We want to develop a checklist to ensure that we are performing reproducible experiments and analyses. For some inspiration please check out the following paper from the chemical machine learning community. Also check out Stuart Prescott’s talk from the introductory session.
To get things started, we suggest breaking this checklist into two parts: before the experiment and after the experiment.
Please complete the survey on the importance of different aspects of the checklist.
Before the experiment (and the experimental plan)
- Do you have a scientific question or questions that you want to answer?
- Have you consulted an expert/previous literature to determine if reflectivity is able to answer your scientific question?
- Did you ask an instrument scientist if the facility/instrument/technique the best place to answer your question?
- Do you know when the proposal deadline is and what writing a proposal involves?
- Do you know how reflectivity data is modeled and analysed?
- Have you performed some basic simulations of what you expect to measure to get a feel for how the experiment will work?
- The experiment/analysis is improved with precharacterisation, can/have you use complimentary methods to inform your scientific question (XRR/NR/PNR/SQUID/ellipsometry)?
- Can you tune the sample to improve experimental sensitivity (contrast matching/multilayers/larger surface)?
- The answers to questions 1,4-7 should be discussed in your proposal.
- Are you going to measure what you think you are measuring?
- Have you documented how you would make your sample?
- Can you make the sample reproducibly enough (including characterisation of the sample), for the scientific question?
- Are the samples stable for the duration/conditions of the measurement (ie. beam damage in XRR)?
- Have you considered the effect of sample imperfections on your experiment (sample size/flatness/roughness)?

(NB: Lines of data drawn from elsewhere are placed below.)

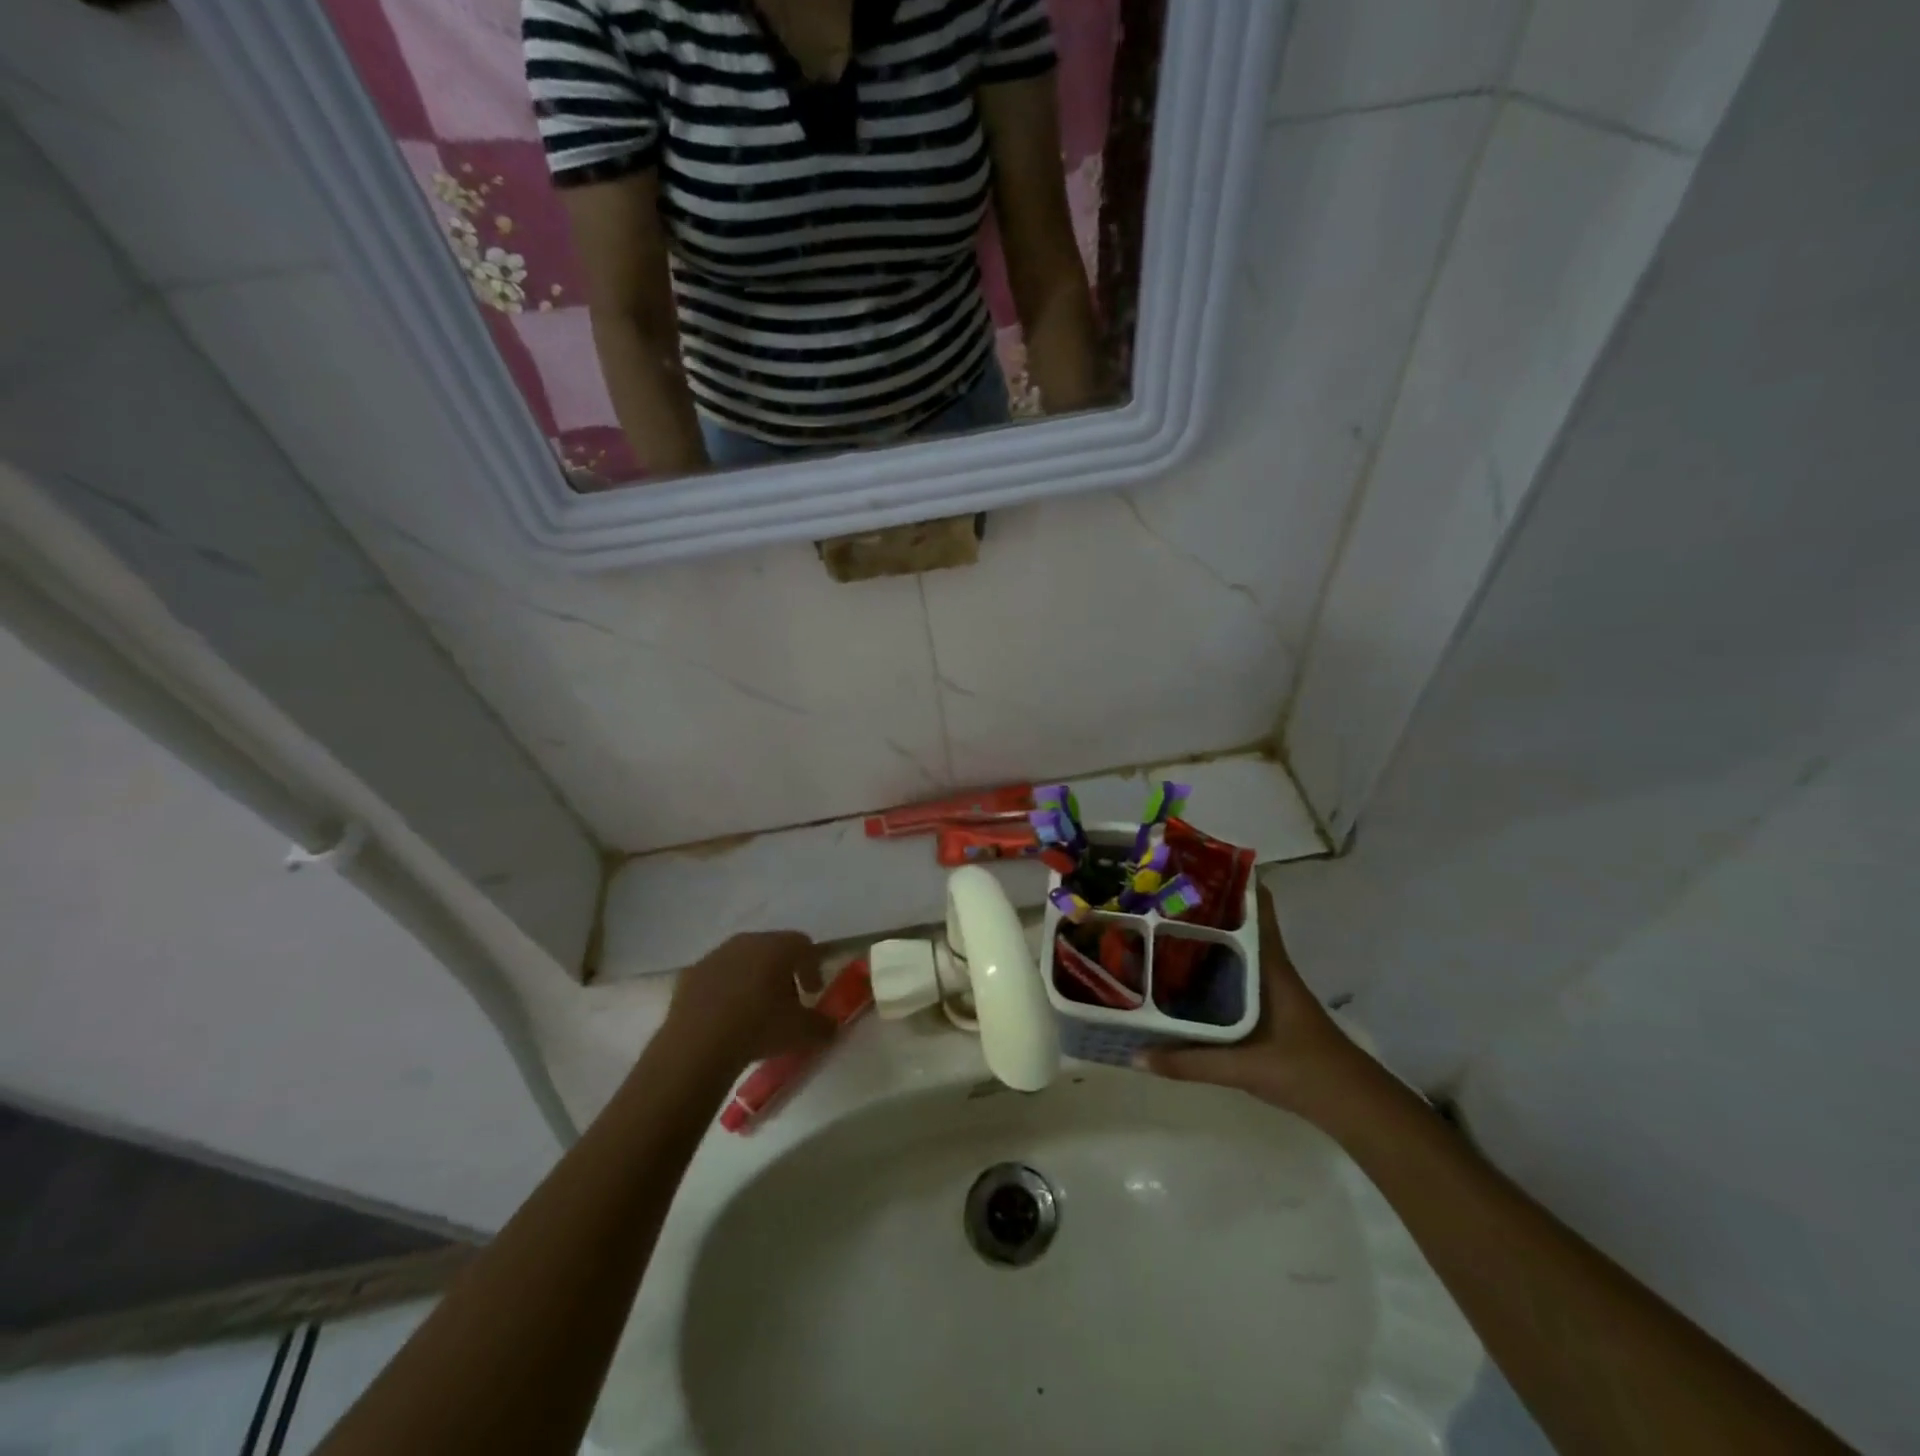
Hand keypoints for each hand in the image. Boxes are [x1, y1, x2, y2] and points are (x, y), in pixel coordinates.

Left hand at [664, 932, 834, 1075]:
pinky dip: (725, 991)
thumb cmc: (758, 1028)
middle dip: (782, 972)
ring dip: (752, 979)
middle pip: (772, 949)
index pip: (803, 944)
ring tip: (754, 1012)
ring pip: (742, 960)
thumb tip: (830, 1026)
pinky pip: (716, 977)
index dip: (812, 966)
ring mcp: (714, 956)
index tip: (813, 992)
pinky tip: (725, 1018)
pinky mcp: (689, 976)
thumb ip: (823, 1025)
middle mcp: (746, 942)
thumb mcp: (802, 1032)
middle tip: (786, 1002)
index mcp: (777, 947)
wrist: (696, 1046)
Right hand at [1137, 886, 1378, 1120]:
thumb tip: (1136, 1055)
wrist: (1352, 1105)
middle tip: (1155, 896)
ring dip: (1201, 936)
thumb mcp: (1244, 1067)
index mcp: (1269, 965)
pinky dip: (1206, 966)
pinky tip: (1177, 975)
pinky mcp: (1264, 1007)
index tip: (1191, 864)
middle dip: (1199, 907)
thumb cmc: (1304, 1071)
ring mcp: (1267, 986)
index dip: (1229, 878)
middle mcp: (1267, 967)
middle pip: (1235, 922)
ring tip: (1155, 927)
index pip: (1257, 905)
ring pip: (1231, 948)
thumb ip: (1189, 1062)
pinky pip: (1230, 973)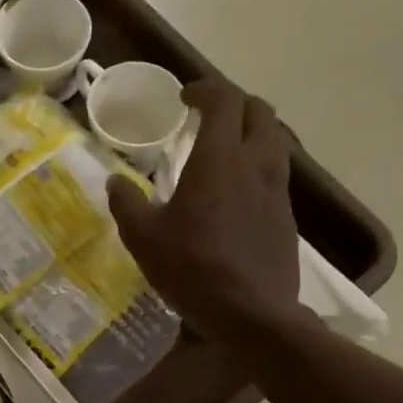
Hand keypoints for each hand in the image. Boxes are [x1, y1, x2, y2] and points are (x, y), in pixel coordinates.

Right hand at [107, 79, 305, 341]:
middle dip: (234, 103)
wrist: (253, 314)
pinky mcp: (287, 216)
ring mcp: (277, 190)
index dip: (205, 89)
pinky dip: (258, 165)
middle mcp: (255, 164)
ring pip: (275, 140)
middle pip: (259, 111)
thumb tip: (115, 181)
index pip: (224, 100)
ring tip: (225, 149)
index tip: (185, 97)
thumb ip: (127, 203)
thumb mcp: (143, 238)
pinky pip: (277, 173)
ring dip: (251, 132)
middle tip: (208, 116)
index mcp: (218, 160)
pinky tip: (237, 191)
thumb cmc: (193, 269)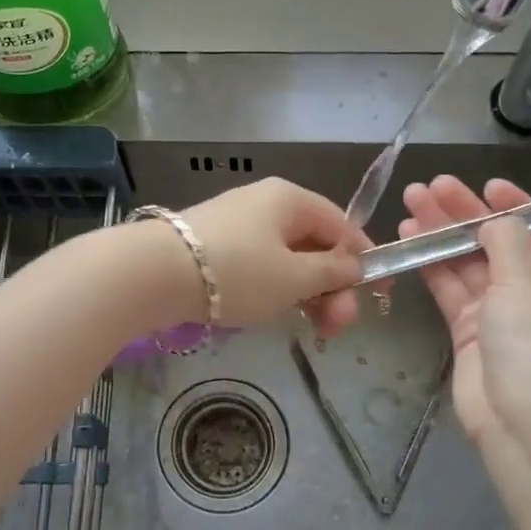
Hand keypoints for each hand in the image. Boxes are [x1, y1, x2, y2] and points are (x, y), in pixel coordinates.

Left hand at [167, 178, 366, 335]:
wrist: (154, 273)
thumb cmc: (236, 271)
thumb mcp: (294, 277)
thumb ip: (332, 273)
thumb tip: (354, 266)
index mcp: (291, 199)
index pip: (343, 226)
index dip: (364, 261)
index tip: (377, 297)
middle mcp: (266, 203)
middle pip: (315, 245)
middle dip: (333, 288)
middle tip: (336, 328)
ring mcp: (238, 224)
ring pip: (288, 259)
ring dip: (307, 294)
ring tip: (312, 330)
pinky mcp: (216, 246)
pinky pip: (261, 265)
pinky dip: (276, 289)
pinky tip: (276, 314)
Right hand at [399, 176, 530, 446]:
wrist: (527, 424)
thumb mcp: (530, 280)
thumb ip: (507, 239)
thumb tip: (494, 219)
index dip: (512, 205)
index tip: (483, 185)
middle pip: (500, 243)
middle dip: (465, 214)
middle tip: (430, 186)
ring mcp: (505, 315)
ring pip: (471, 265)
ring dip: (442, 235)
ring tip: (411, 203)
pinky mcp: (473, 334)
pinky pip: (453, 291)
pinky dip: (433, 266)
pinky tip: (409, 240)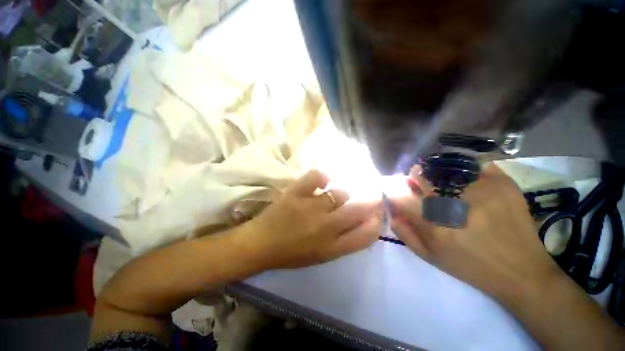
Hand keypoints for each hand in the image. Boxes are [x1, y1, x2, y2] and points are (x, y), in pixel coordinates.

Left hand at [236, 170, 382, 269]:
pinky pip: (316, 177)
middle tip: (373, 195)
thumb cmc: (291, 253)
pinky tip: (320, 182)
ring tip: (331, 196)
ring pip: (339, 193)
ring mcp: (311, 207)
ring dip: (340, 194)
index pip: (365, 235)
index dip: (376, 223)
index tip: (377, 214)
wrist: (260, 244)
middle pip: (358, 210)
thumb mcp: (321, 254)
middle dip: (371, 201)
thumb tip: (361, 222)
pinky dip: (321, 177)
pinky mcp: (296, 193)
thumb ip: (343, 240)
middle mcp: (326, 226)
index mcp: (332, 247)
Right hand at [389, 164, 561, 297]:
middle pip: (421, 177)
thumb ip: (405, 234)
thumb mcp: (431, 257)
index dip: (395, 192)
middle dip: (414, 176)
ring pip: (444, 168)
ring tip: (439, 177)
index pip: (401, 197)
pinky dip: (463, 166)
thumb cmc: (470, 266)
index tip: (398, 192)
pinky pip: (474, 164)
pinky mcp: (502, 183)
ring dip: (435, 170)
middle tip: (417, 178)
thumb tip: (391, 212)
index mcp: (434, 225)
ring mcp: (480, 190)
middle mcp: (453, 204)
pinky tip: (463, 174)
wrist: (521, 272)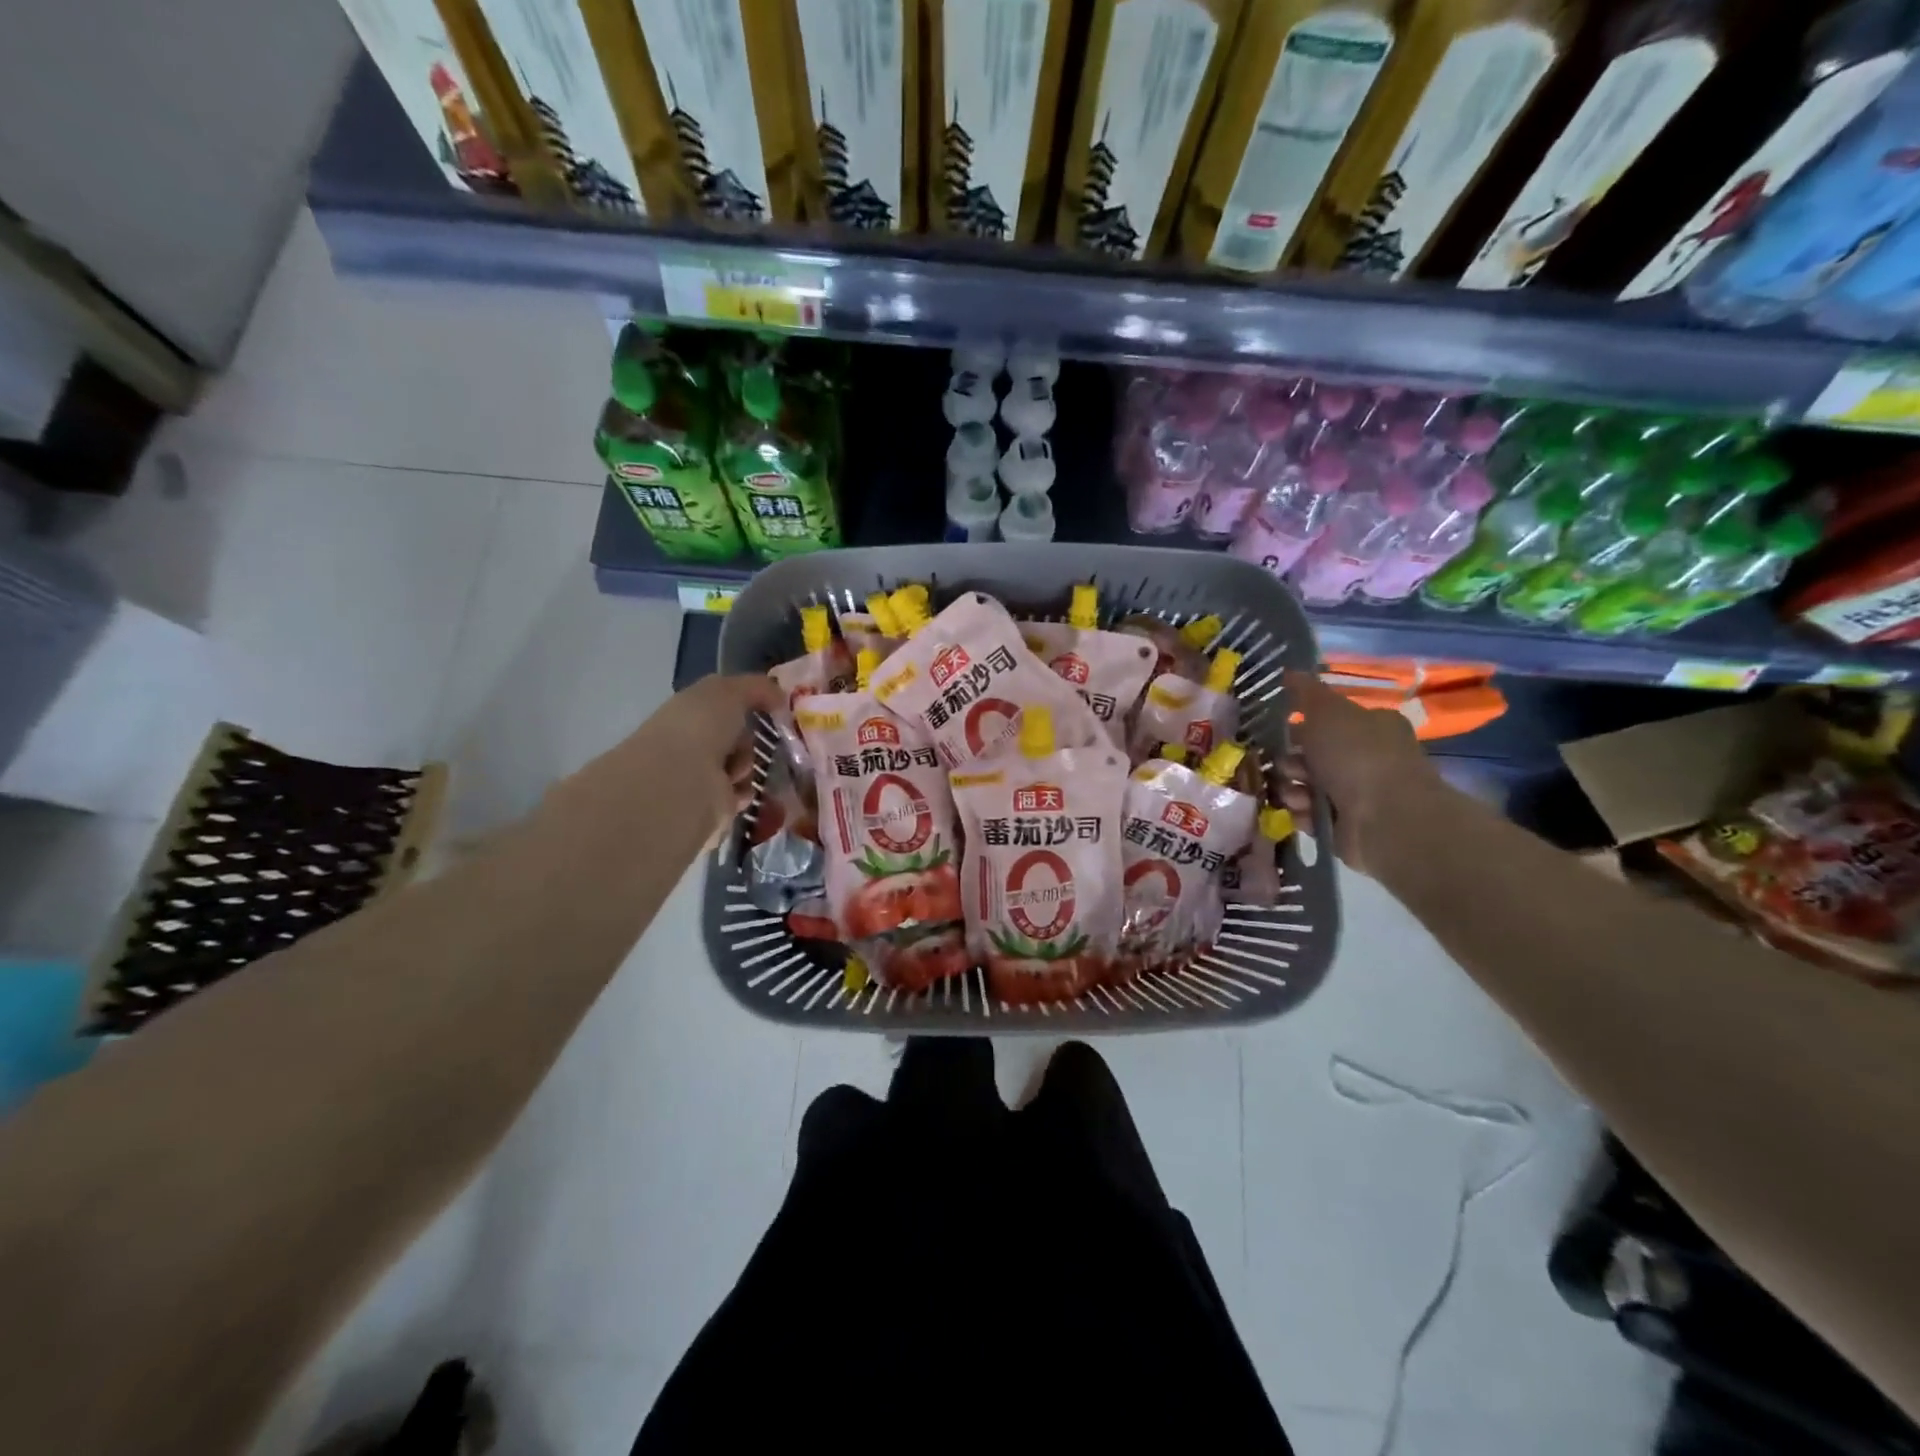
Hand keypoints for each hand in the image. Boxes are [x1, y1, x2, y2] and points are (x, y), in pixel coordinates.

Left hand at [568, 673, 784, 841]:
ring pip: (743, 765)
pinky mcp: (710, 806)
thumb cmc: (701, 726)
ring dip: (748, 765)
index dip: (748, 705)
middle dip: (750, 739)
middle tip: (758, 740)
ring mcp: (699, 775)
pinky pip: (741, 793)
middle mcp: (692, 742)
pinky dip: (744, 791)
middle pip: (738, 737)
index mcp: (689, 711)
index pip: (724, 706)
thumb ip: (757, 688)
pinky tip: (735, 789)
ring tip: (736, 769)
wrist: (682, 780)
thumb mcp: (730, 691)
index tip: (772, 709)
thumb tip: (780, 695)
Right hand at [1278, 670, 1443, 873]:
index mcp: (1370, 726)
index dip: (1300, 725)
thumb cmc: (1357, 756)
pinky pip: (1311, 815)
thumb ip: (1306, 693)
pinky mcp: (1346, 825)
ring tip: (1296, 795)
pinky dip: (1303, 814)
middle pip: (1311, 755)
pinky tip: (1304, 813)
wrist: (1386, 818)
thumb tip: (1290, 671)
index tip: (1279, 732)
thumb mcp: (1328, 712)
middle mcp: (1367, 758)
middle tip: (1286, 767)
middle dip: (1290, 761)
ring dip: (1292, 789)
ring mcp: (1358, 794)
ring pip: (1306, 786)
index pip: (1327, 721)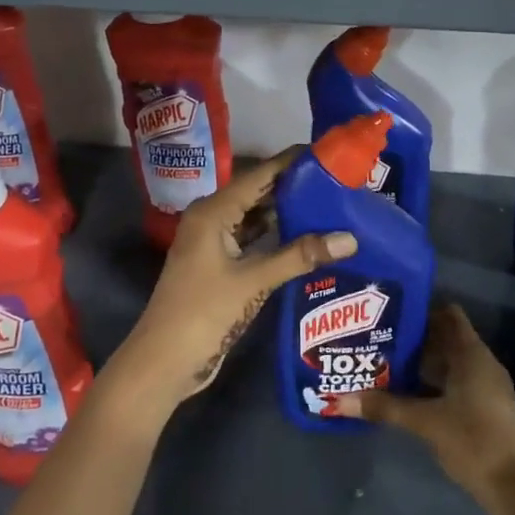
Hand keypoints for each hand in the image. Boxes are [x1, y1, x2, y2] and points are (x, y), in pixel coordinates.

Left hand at [111, 148, 356, 414]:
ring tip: (331, 206)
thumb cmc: (203, 313)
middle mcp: (212, 220)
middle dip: (295, 188)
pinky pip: (253, 241)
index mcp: (213, 212)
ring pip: (256, 219)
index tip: (328, 153)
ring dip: (288, 214)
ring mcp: (214, 244)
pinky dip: (277, 239)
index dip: (292, 162)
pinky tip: (308, 239)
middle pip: (258, 194)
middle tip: (339, 181)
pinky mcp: (220, 267)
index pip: (259, 175)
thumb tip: (349, 238)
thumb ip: (300, 256)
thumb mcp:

- Do you need to prepare the sample at the facility, is there the necessary equipment?
- Do you know if there is a suitable sample environment for your study (including simultaneous characterisation), if not can one be developed?
- Have you done your home (preparing for the beamtime)?
- Does your experimental team have the person power and knowledge to run the experiment?
- Do you know (including alignment/temperature ramping/etc) how long the experiments will take, do you need to do a test measurement?
- What control and null measurements are necessary for your scientific question/sample environment?
- Do you have a measurement order and a backup plan?
- Have you done all necessary remote training (facility access stuff/software is possible)?
- Has anything changed since the proposal or has the sample changed (may have safety implications)?
- Do you that the instrument is setup for the measurements you want to do?
- Is there an agreed upon system for documentation (run numbers/metadata/logbook/calibration measurements) and have you shared with the instrument scientist?
- Can you answer the question?
- Do you have an understanding of the analysis methodology (ie. the analytical model) that you will use?
- Do you know what a “good” reduced dataset should look like, for example from the simulation?
- Is it possible to perform on the fly/live experimental analysis?
- Do you know how to reduce the data to be suitable for analysis (this might be done for you)?
- Can you load the reduced data into the analysis software of choice?
- Do you have the expertise/capability to analyse the data?
- Can you access all the important metadata for your anlaysis?
- Do you know the corrections that have been performed on your data?
After the experiment and analysis
(this is heavily borrowed from the above paper)
- Data sources
- Are all data sources listed and publicly available?
- If using an external database, is an access date or version number provided?
- Are any potential biases in the source dataset reported and/or mitigated?
- Data cleaning
- Are the data cleaning steps clearly and fully described, either in text or as a code pipeline?
- Is an evaluation of the amount of removed source data presented?
- Are instances of combining data from multiple sources identified, and potential issues mitigated?
- Data representations
- Are methods for representing data as features or descriptors clearly articulated, ideally with software implementations?
- Are comparisons against standard feature sets provided?
- Model choice
- Is a software implementation of the model provided such that it can be trained and tested with new data?
- Are baseline comparisons to simple/trivial models (for example, 1-nearest neighbour, random forest, most frequent class) provided?
- Are baseline comparisons to current state-of-the-art provided?
- Code and reproducibility
- Is the code or workflow available in a public repository?
- Are scripts to reproduce the findings in the paper provided?